I’d rather….
Friday, November 30th, 2007I’d rather get my wisdom teeth pulled with rusty pliers and without nitrous oxide or any form of pain medication and in the backseat of a van in Detroit with the logo, “get yo toof fixed here” than watch girls basketball.
I’d rather have my penis circumsized by a blind doctor who is an alcoholic and has just quit drinking for the first time in a decade and is shaking like he is having a seizure and only uses branch cutters dipped in a vat of hot sauce than watch girls cross country.
I’d rather be a massage therapist who can only get a job working on fat people who all have bedsores because they can’t get out of bed and who gives happy endings because they can’t see their private parts and the massages always take place before the guy with the power washer comes in than watch a girl’s lacrosse game
I’d rather have a glass test tube filled with soap stuck in the tip of my penis while driving across a parking lot with speed bumps at full speed without any suspension on the car than watch a girl’s softball game.

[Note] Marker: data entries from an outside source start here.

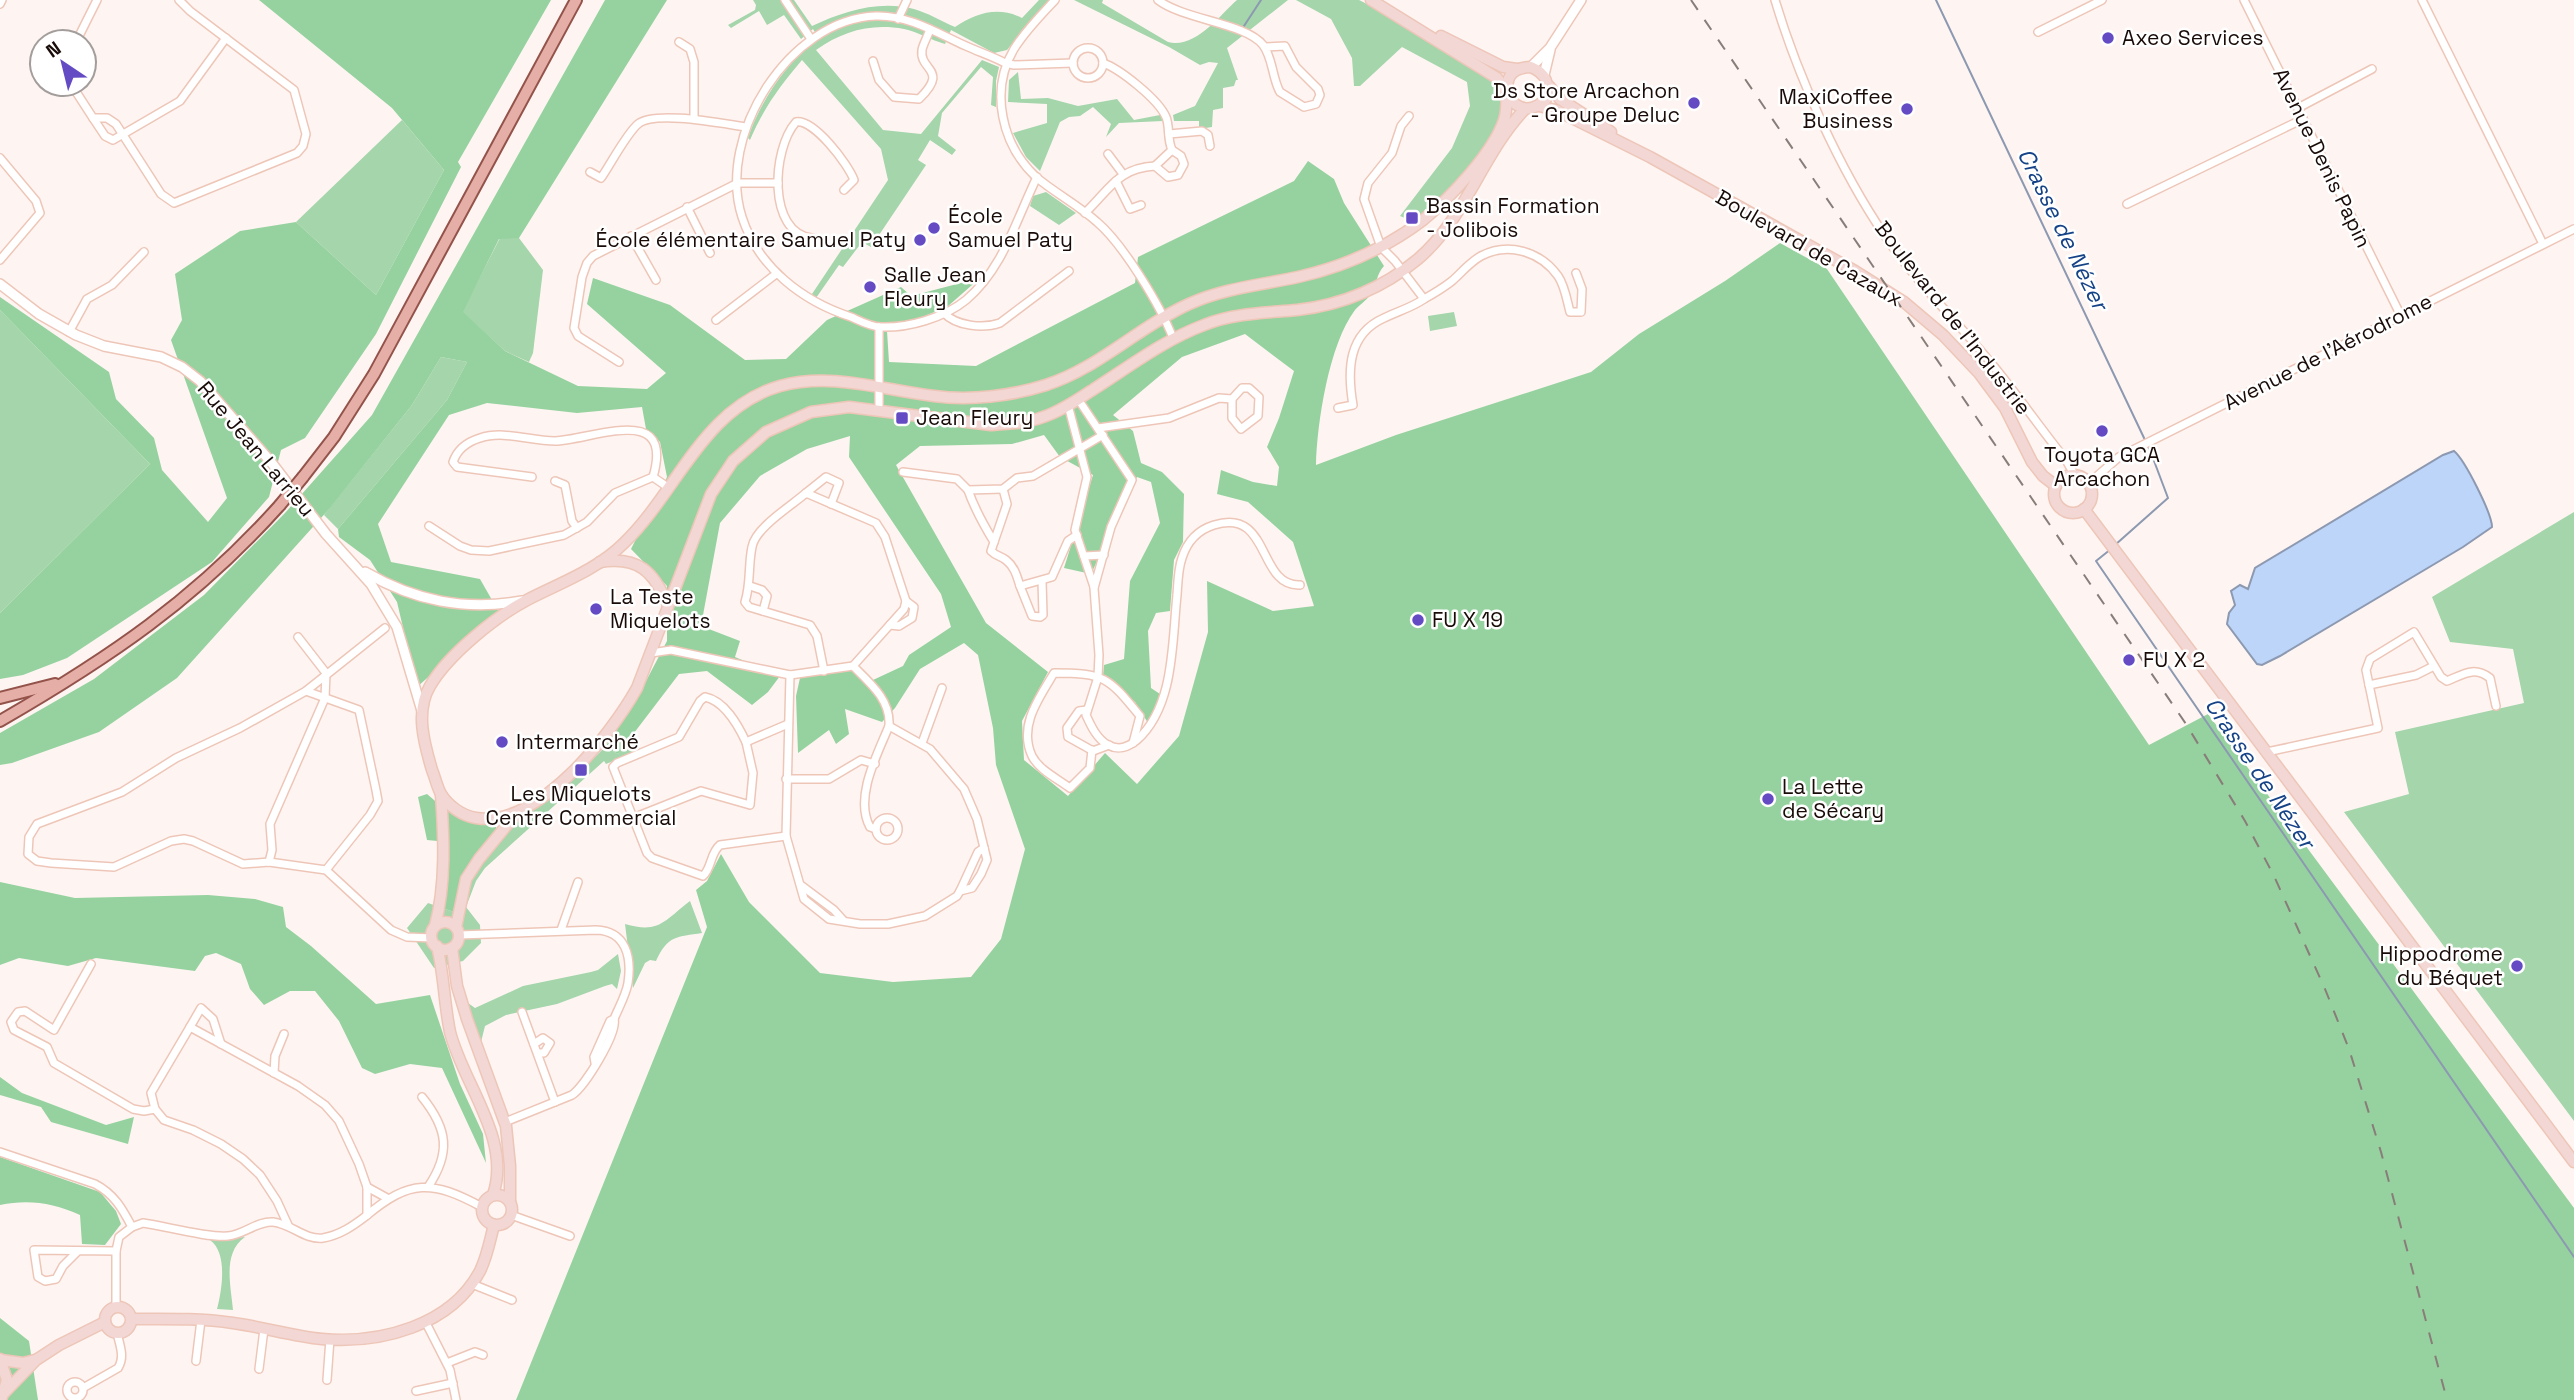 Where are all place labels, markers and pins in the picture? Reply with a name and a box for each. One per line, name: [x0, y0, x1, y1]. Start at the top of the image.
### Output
place label: Axeo Services: [2122, 24, 2264, 51]
marker: Axeo Services: [2100, 30, 2116, 46]
place label: Ds Store Arcachon - Groupe Deluc: [1493, 77, 1680, 128]
place label: MaxiCoffee Business: [1779, 83, 1893, 134]
marker: Ds Store Arcachon - Groupe Deluc: [1686, 95, 1702, 111]
marker: MaxiCoffee Business: [1899, 101, 1915, 117]
place label: Bassin Formation - Jolibois: [1426, 192, 1600, 243]
place label: École Samuel Paty: [948, 202, 1073, 253]
marker: Bassin Formation - Jolibois: [1404, 210, 1420, 226]
marker: École Samuel Paty: [926, 220, 942, 236]
place label: École élémentaire Samuel Paty: [595, 226, 906, 253]
marker: École élémentaire Samuel Paty: [912, 232, 928, 248]
place label: Salle Jean Fleury: [884, 261, 986, 312]
marker: Salle Jean Fleury: [862, 279, 878, 295]
place label: Jean Fleury: [916, 404, 1033, 431]
marker: Jean Fleury: [894, 410, 910, 426]
marker: Toyota GCA Arcachon: [2094, 423, 2110, 439]
place label: Toyota GCA Arcachon: [2044, 441, 2160, 492]
place label: La Teste Miquelots: [610, 583, 711, 634]
marker: La Teste Miquelots: [588, 601, 604, 617]
place label: FU X 19: [1432, 606, 1503, 633]
marker: FU X 19: [1410, 612, 1426, 628]
place label: FU X 2: [2143, 646, 2205, 673]
marker: FU X 2: [2121, 652, 2137, 668]
place label: Intermarché: [516, 728, 639, 755]
marker: Intermarché: [494, 734, 510, 750]
marker: Les Miquelots Centre Commercial: [573, 762, 589, 778]
place label: La Lette de Sécary: [1782, 773, 1884, 824]
place label: Les Miquelots Centre Commercial: [486, 780, 677, 831]
marker: La Lette de Sécary: [1760, 791, 1776, 807]
place label: Hippodrome du Béquet: [2380, 940, 2503, 991]
marker: Hippodrome du Béquet: [2509, 958, 2525, 974] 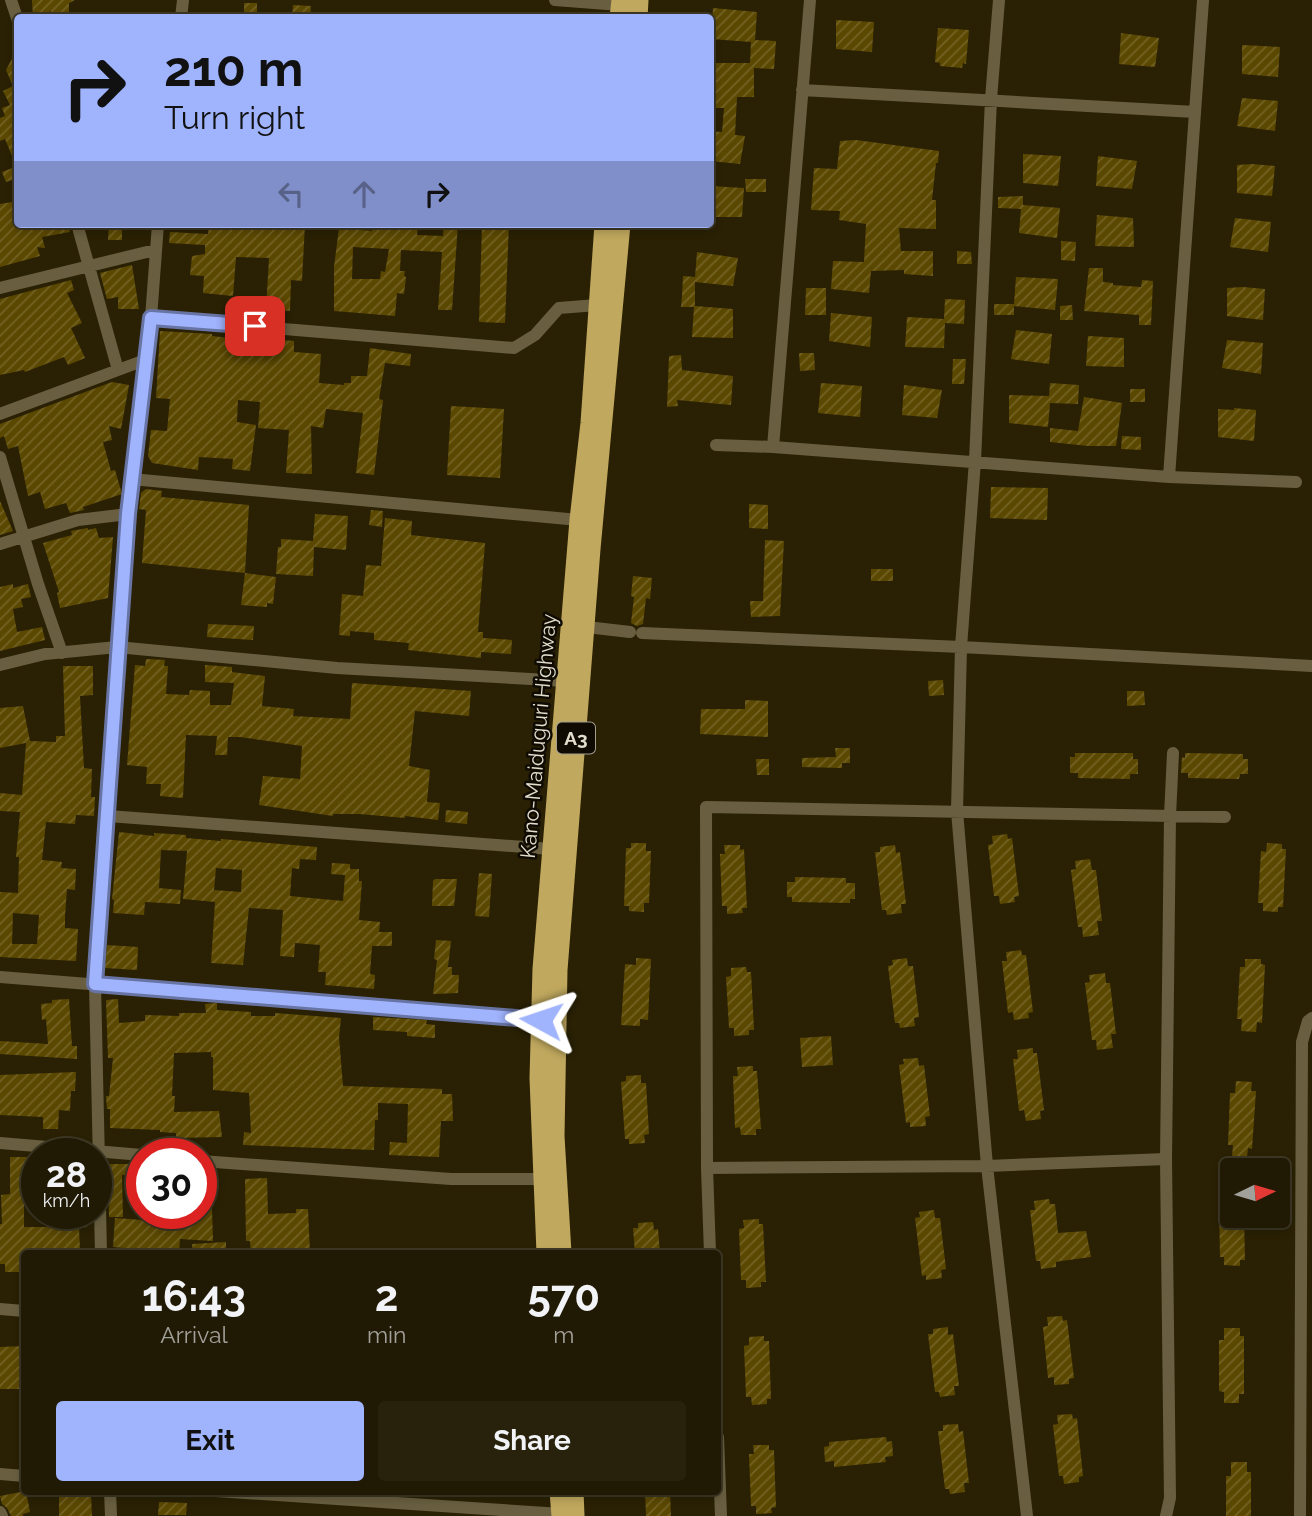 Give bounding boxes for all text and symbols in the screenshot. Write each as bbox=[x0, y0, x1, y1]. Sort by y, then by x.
text: 210 m bbox=[164, 40, 303, 97]
icon: right bbox=[49, 42, 140, 133]
text: Turn right bbox=[164, 99, 305, 136]
icon: left bbox=[272, 175, 310, 213]
icon: ahead bbox=[345, 175, 383, 213]
icon: right bbox=[418, 175, 456, 213]
pin bbox=[225, 296, 285, 356]
icon: arrive bbox=[236, 307, 274, 345]
street label: Kano-Maiduguri Highway bbox=[515, 613, 561, 859]
road number: A3 bbox=[557, 722, 595, 754]
position arrow bbox=[504, 983, 578, 1057]
speed limit sign: 30 bbox=[126, 1138, 217, 1229]
text: 28 bbox=[46, 1154, 87, 1195]
north arrow bbox=[1220, 1158, 1290, 1228]
map controls bbox=[1220, 1158, 1290, 1228]
text: km/h bbox=[43, 1190, 90, 1211]
text: 16:43 bbox=[142, 1272, 246, 1321]
text: 2 bbox=[375, 1272, 399, 1321]
text: 570 bbox=[527, 1272, 600, 1321]
text: Arrival bbox=[160, 1321, 228, 1348]
text: min bbox=[367, 1321, 406, 1348]
text: m bbox=[553, 1321, 574, 1348]
button: Exit bbox=[56, 1401, 364, 1481]
button: Share bbox=[378, 1401, 686, 1481] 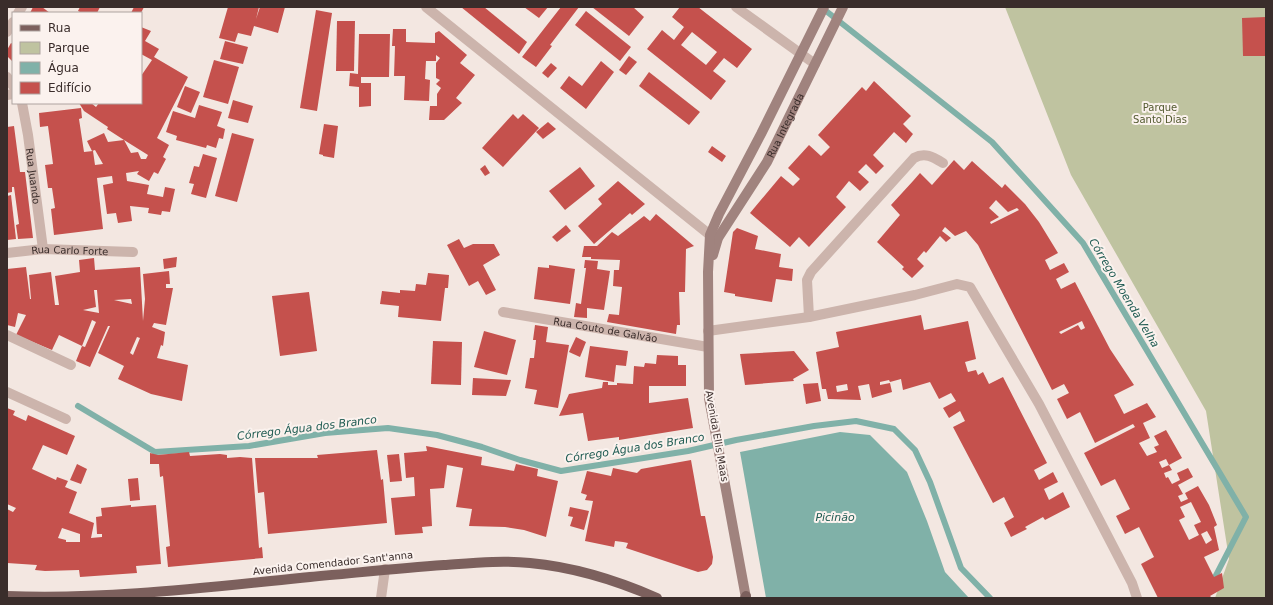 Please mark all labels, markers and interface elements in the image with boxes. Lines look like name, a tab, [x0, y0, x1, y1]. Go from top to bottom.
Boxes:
legend	[12, 12, 142, 104]
text: Rua	[48, 21, 71, 35]
text: Parque	[48, 41, 89, 55]
text: Água	[48, 60, 79, 75]
text: Edifício	[48, 81, 91, 95]
street label: Rua Integrada	[764, 91, 805, 159]
park label: Parque Santo Dias	[1133, 102, 1187, 125]
street label: Rua Juando	[24, 147, 43, 205]
water label: Córrego Moenda Velha	[1086, 236, 1162, 350]
street label: Rua Carlo Forte	[31, 243, 109, 257]
street label: Rua Couto de Galvão	[553, 315, 658, 344]
street label: Avenida Ellis Maas	[704, 390, 730, 482]
water label: Córrego Água dos Branco	[236, 413, 378, 443]
water label: Córrego Água dos Branco	[565, 431, 706, 465]
water label: Picinão	[815, 511, 855, 524]
street label: Avenida Comendador Sant'anna	[252, 549, 414, 577] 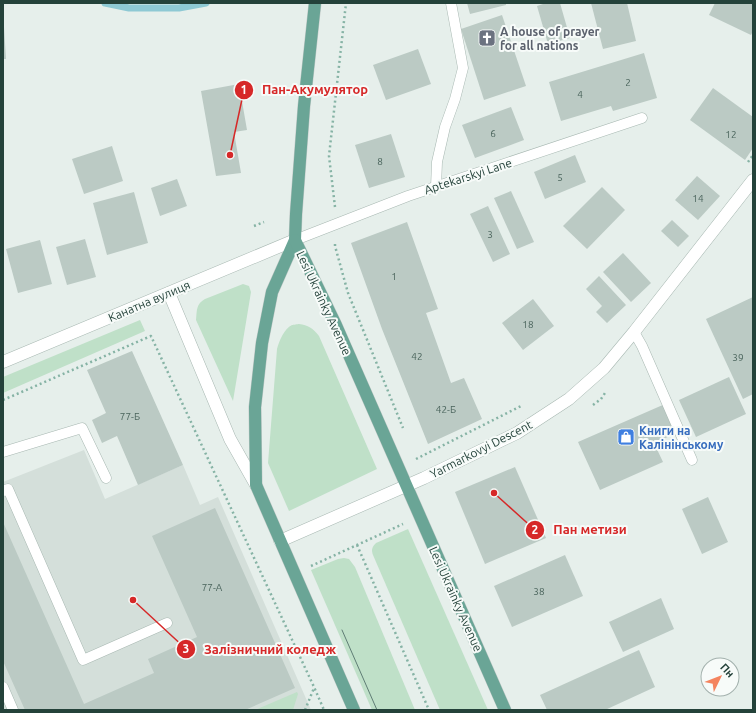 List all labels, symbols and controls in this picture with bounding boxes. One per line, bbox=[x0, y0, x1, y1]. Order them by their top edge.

I’d rather dig a hole so only head is sticking out of the ground have scalding hot maple syrup poured on my head next to a huge anthill while I have headphones on that keep on playing over and over again the sound of screaming babies than watch a powder-puff football game.
I’d rather use an electric drill with an industrial sized bit the size of a souvenir bat while standing in a bathtub of ice cold water and homeless person urine with open wounds on my feet to remove the hairs from my nose than watch a girl’s volleyball game.